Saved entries

━━━━━━━━━━━━━━━━

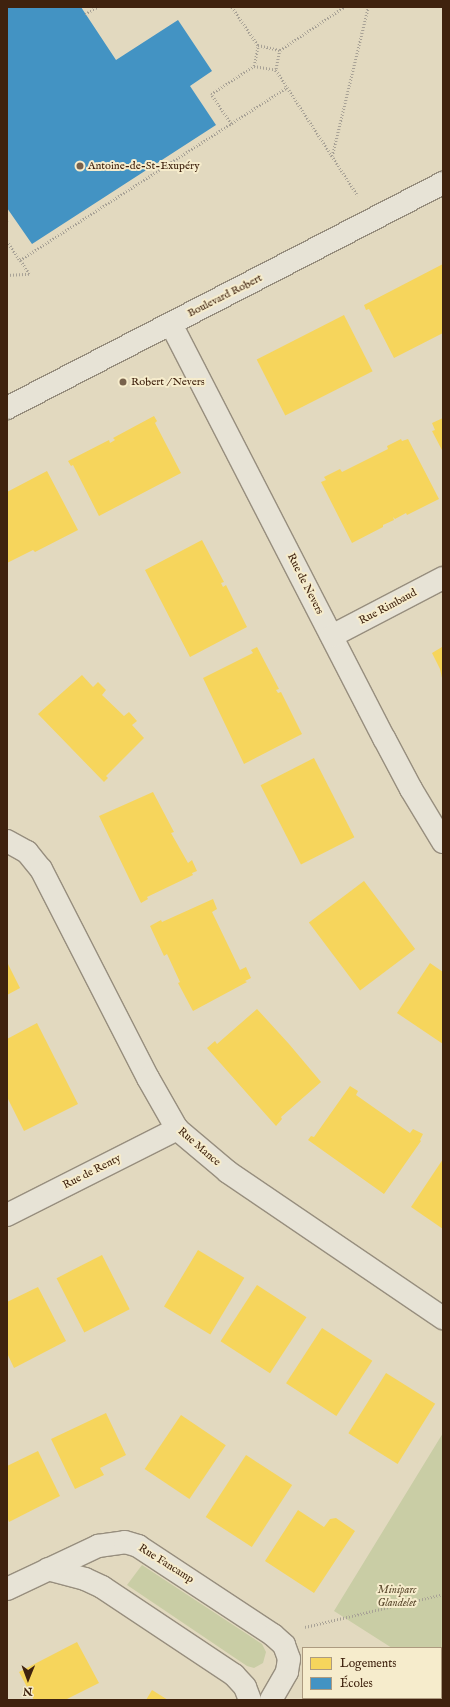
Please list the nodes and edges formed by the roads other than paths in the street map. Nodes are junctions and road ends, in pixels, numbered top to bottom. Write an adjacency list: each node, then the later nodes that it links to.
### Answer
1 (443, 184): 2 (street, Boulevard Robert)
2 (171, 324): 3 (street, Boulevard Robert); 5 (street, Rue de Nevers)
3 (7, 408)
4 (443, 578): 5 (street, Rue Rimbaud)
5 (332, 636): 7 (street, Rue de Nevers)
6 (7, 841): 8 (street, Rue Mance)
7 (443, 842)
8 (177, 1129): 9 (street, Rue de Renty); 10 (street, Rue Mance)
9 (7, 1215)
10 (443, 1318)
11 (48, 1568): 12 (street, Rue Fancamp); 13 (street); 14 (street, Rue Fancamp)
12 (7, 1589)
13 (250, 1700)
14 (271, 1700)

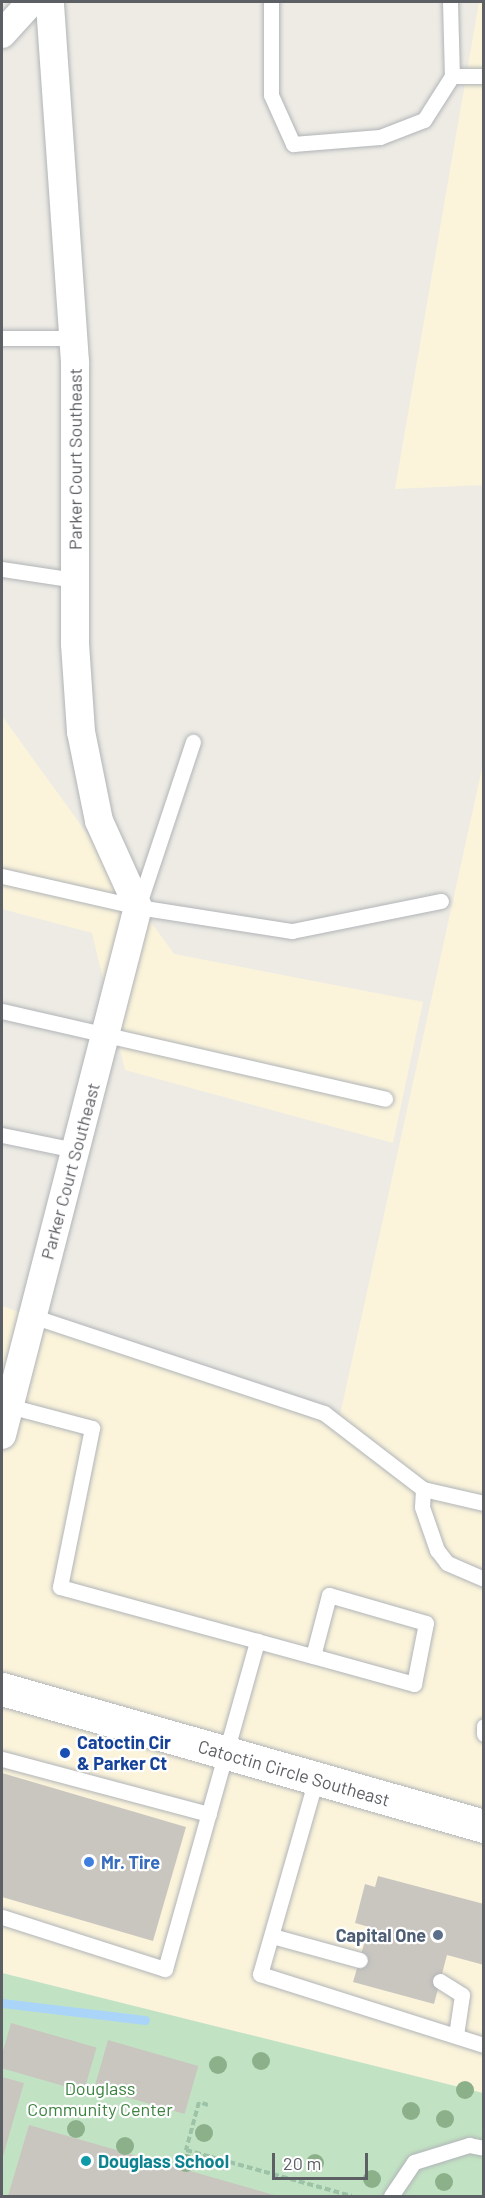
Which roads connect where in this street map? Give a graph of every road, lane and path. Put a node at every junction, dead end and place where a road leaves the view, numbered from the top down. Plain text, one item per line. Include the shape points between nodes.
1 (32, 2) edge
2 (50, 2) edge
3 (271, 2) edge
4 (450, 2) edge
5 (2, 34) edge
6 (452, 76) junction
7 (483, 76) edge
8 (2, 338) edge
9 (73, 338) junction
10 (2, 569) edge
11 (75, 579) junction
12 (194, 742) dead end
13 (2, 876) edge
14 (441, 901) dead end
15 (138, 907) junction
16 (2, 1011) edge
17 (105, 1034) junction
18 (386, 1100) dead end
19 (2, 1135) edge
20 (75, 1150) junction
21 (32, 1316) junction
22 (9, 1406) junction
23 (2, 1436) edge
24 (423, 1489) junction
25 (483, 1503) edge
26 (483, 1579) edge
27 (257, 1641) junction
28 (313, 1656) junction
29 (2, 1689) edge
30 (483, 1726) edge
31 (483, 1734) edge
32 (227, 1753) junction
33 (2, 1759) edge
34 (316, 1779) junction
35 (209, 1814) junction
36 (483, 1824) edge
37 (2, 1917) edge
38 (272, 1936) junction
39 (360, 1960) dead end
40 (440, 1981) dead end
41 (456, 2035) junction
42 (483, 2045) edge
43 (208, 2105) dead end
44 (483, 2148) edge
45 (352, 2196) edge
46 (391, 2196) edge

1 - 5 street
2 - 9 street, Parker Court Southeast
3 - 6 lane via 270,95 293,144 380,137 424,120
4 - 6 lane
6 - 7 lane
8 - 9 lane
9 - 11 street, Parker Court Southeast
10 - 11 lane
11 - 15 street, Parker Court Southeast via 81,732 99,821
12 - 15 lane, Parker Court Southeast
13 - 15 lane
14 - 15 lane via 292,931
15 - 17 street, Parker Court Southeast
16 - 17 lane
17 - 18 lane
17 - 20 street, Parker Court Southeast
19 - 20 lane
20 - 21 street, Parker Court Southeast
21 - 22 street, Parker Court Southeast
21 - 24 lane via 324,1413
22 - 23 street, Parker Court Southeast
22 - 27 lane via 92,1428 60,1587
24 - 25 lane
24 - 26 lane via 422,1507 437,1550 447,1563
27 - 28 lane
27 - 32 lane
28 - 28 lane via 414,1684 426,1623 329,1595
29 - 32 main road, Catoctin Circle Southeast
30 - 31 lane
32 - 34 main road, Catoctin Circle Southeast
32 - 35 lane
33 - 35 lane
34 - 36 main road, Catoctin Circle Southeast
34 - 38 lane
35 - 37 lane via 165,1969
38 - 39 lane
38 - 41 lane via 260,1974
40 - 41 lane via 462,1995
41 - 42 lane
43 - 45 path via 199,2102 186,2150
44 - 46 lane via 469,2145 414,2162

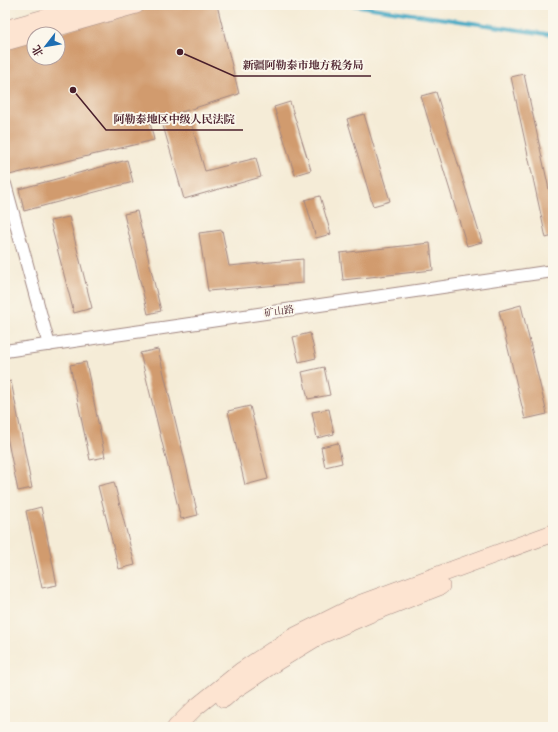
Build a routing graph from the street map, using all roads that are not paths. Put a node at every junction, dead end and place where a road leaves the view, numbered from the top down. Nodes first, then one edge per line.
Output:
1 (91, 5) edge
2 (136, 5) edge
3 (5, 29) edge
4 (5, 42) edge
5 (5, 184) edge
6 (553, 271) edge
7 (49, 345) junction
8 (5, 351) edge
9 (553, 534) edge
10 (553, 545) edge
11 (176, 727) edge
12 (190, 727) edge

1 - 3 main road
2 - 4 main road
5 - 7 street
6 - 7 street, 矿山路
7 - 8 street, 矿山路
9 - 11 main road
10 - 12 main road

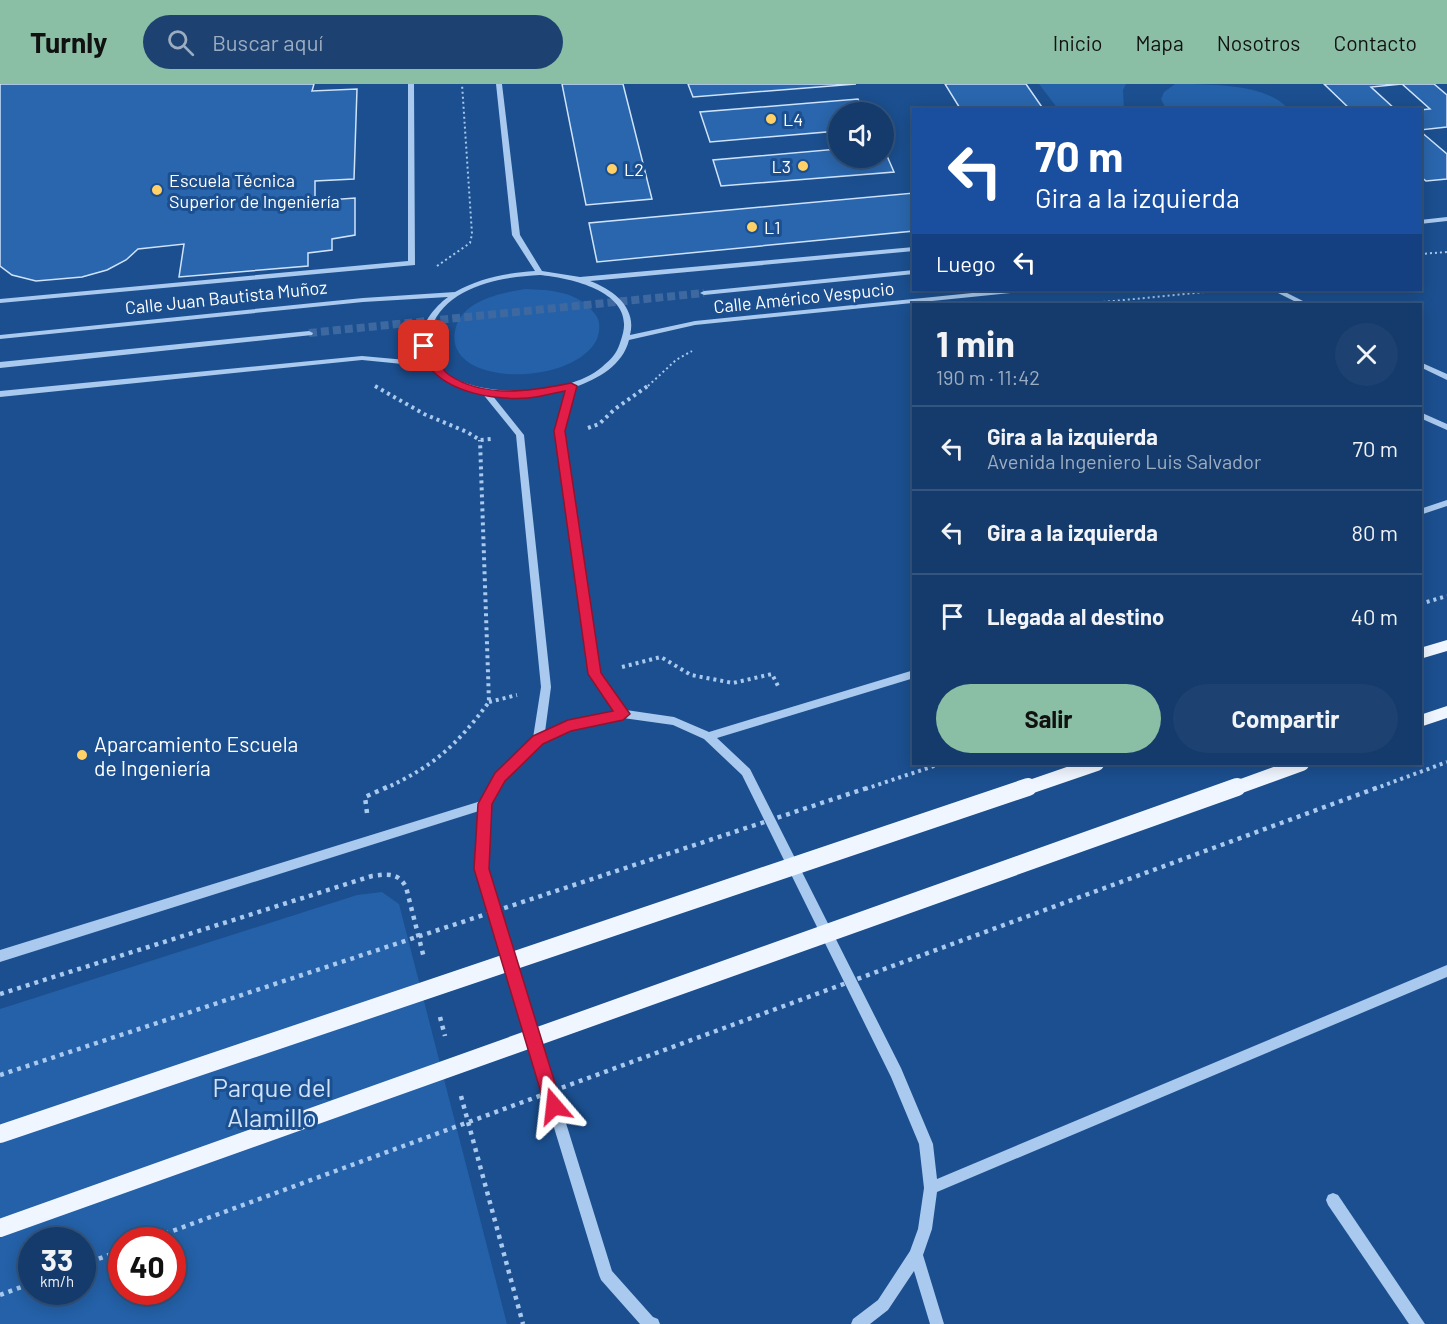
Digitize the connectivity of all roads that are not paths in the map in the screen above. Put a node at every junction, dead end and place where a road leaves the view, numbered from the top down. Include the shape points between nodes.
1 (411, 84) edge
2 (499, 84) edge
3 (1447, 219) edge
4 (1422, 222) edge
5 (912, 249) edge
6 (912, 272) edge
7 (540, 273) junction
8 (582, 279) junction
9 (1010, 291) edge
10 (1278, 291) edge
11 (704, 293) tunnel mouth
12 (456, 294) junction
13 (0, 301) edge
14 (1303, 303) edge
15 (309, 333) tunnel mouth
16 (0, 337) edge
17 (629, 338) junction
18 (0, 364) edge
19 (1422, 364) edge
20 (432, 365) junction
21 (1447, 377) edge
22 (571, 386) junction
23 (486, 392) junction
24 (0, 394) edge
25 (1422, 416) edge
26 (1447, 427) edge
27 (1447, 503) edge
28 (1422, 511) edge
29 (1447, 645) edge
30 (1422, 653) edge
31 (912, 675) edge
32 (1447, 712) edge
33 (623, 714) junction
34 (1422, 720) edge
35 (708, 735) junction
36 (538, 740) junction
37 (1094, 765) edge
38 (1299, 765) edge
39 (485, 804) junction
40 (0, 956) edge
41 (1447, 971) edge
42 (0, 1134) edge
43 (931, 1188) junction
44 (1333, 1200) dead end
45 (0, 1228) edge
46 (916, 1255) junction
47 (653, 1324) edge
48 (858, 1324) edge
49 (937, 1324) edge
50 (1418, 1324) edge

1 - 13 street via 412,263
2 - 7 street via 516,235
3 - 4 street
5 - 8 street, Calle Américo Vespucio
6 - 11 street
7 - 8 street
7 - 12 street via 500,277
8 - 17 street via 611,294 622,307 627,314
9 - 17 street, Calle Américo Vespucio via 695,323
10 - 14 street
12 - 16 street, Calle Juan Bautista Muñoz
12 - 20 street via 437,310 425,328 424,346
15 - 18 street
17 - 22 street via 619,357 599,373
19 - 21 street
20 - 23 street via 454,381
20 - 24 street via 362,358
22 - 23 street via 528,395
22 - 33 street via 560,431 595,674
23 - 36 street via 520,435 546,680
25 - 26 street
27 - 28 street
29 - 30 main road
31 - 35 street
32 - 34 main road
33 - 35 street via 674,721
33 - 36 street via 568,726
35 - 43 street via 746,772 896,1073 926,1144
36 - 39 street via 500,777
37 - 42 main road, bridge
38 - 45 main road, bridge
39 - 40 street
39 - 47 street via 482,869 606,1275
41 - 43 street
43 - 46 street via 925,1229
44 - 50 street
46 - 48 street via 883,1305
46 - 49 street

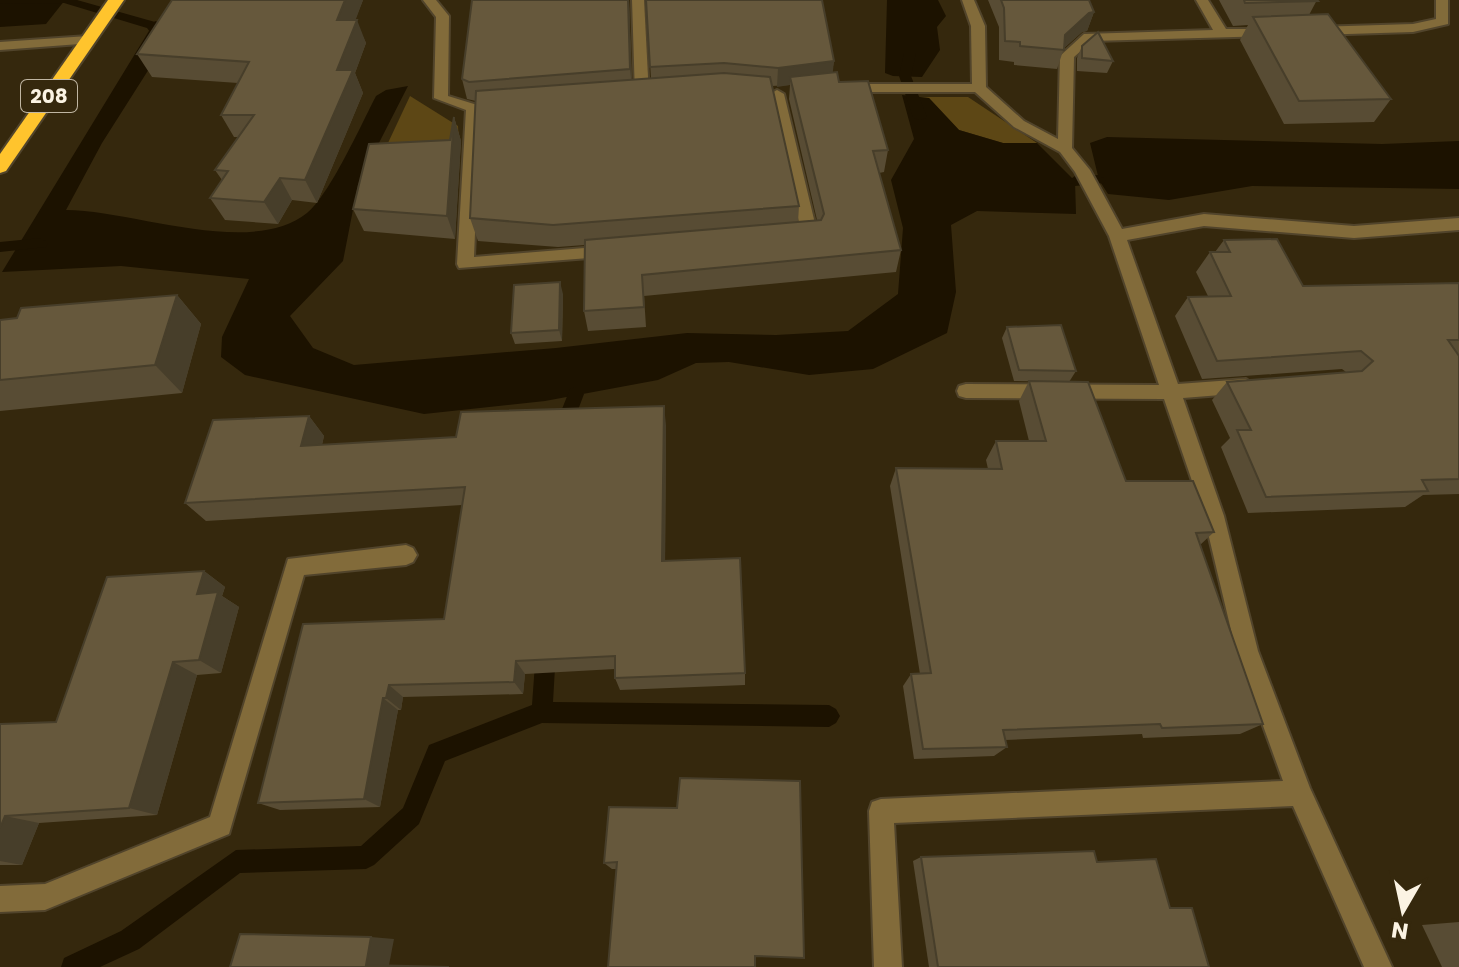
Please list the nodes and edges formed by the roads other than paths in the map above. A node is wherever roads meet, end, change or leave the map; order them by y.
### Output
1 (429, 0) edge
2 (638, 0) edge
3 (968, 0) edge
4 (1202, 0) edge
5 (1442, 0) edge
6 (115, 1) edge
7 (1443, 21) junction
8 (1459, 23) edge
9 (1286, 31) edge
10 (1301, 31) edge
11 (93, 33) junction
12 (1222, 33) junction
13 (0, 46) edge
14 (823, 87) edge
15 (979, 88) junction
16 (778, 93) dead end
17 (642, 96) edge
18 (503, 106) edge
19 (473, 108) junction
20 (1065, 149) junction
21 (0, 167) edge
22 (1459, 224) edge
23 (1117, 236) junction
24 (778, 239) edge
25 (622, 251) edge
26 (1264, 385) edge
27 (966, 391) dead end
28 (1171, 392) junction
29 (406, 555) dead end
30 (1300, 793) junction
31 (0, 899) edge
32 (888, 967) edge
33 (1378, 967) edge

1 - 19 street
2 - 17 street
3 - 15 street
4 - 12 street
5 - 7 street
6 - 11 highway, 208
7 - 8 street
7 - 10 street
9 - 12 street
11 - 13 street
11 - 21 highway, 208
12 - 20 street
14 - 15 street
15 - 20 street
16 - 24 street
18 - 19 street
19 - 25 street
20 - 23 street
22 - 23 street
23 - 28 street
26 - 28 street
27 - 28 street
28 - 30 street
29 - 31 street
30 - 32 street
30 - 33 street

━━━━━━━━━━━━━━━━

Problem to solve – Tell how many lines of the data include the word "edges", and nothing else.

Response – 2